Ashish Sharma, CEO, InnoVen Capital

Increasing expansions and growth 

Ashish says,

“In aggregate we, funded and committed, more than $85 million in venture debt during the year. However, we reached $75 million as disbursements, and in that we have seen a 25 percent growth. Most of the funds have, in fact, been deployed in the last three to four months. We therefore are more bullish in the coming few months.”

He adds that in the year gone by, InnoVen observed strong adoption of venture debt in growth-stage companies, and it comprised nearly 60 percent of their total funding. The year 2017 also marked the its own cross-border expansion, as InnovVen launched in operations in China.

“The growth that we’ve registered, be it in terms of funding amount, number of deals, or geographical expansion, has served to cement our standing as a leading venture debt firm in Asia, and our underlining commitment to support innovative ideas and businesses,” says Ashish.

The volume of equity funding in China, Ashish adds, is ten times more than in India, and it therefore can be believed that the volume of venture debt will also be higher. “We have made a few transactions there. However, it is early days to comment on the market yet,” adds Ashish.

InnoVen’s latest performance report reiterates the strong growth momentum that the platform is carrying forward into 2018 with committed facilities of more than $10 million.

Will debt funding increase in 2018?Image credit: Anisha

Focus on later-stage companies 

Funding activity accelerated during the latter half of 2017, registering an almost-100 percent increase in the average ticket size as compared with the first half, to average Rs 20 crore. In the first half of 2017, the average ticket size was Rs 10 crore.

After a decade of going all-equity, Indian startups are increasingly open to debt financing, and not only are mid-sized companies like BlackBuck looking at debt funding, but unicorns Flipkart and Ola also set the trend, borrowing from Axis Bank and YES Bank, respectively.

InnoVen Capital has investments in the likes of Yatra, where it pumped in Rs 100 crore, as well as ShopClues, Mswipe, Pepperfry and BlackBuck. Following its launch in China, the fund has a presence in India, Southeast Asia, and China.

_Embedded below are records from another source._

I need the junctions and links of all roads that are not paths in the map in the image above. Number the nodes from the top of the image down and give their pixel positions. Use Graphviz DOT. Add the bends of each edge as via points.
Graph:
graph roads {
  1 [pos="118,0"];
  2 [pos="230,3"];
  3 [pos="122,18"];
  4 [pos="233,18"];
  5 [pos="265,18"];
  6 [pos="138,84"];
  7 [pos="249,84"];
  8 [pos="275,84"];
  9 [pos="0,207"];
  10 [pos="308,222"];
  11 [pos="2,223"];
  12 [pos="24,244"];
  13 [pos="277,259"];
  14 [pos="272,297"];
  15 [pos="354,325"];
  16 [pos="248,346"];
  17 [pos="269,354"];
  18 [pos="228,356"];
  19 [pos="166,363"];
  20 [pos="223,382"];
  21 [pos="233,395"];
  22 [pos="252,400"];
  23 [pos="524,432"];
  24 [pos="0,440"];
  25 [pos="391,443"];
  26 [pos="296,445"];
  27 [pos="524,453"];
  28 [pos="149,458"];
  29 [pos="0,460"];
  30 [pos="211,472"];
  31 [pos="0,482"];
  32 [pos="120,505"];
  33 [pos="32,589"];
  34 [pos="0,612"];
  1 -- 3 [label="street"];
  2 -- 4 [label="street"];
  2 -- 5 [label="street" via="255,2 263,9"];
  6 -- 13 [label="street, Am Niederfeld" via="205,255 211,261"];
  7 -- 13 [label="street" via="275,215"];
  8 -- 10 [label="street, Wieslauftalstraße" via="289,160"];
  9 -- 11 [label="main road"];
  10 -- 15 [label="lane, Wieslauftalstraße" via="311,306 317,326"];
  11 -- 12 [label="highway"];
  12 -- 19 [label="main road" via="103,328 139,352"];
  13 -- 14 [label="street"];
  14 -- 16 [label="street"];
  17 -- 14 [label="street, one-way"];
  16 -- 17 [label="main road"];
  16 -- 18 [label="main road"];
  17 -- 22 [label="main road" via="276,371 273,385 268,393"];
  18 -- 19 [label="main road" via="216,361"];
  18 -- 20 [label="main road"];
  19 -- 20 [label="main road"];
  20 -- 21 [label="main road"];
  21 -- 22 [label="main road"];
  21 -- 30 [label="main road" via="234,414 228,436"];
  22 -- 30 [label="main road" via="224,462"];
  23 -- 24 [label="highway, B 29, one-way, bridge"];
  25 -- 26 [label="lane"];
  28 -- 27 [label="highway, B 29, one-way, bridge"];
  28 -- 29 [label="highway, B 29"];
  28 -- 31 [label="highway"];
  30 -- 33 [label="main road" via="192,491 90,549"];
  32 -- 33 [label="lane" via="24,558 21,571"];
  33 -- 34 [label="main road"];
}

“Typically venture debt begins to mature into a market after the equity market has been around for a while. In the US, the venture debt has been around for close to 30 years, in China for over a decade. In India, the market is still picking up,” says Ashish.

He adds that for InnoVen, the upswing in the funding amount and frequency was largely thanks to repeat business conducted with high-growth portfolio companies such as Oyo Rooms, Swiggy, Capillary Technologies, Rentomojo, and Belong, as well as an increase in the number of deals with some of the larger players in the startup space.

“Our investment base has been focussed around companies that have crossed Series A range. It is then that venture debt brings in the needed value,” explains Ashish. He adds that in 2017, the company disbursed debt funding to a mix of B2B and B2C businesses.

A mixed bag

“Around 30 percent of the total debt funding disbursed by the platform in 2017 was towards B2B businesses, while B2C companies took the balance majority share of approximately 70 percent. The key sectors for 2017 were e-commerce, enterprise-tech, logistics, travel and food,” says Ashish.

InnoVen isn’t the only venture debt firm that is bullish about 2018. Rahul Khanna, Managing Partner, Trifecta, adds that this year, the team is looking to deploy close to Rs 250 crore in debt funding.

He adds that taking into account all peer debt financing funds, and Trifecta, there is close to Rs 1,500 crore of debt funding set to be deployed in the market in 2018. In recent times, VCs and founders alike have realised the importance of short-term loans for working capital and other expenditure related to technology and infrastructure.

In the US, the venture debt market is somewhere between $2 billion and $4 billion. In the Indian context, VC funding saw a rise from $300 million in 2005 to $2.1 billion in 2014. Debt funding, on its part, is still finding its feet.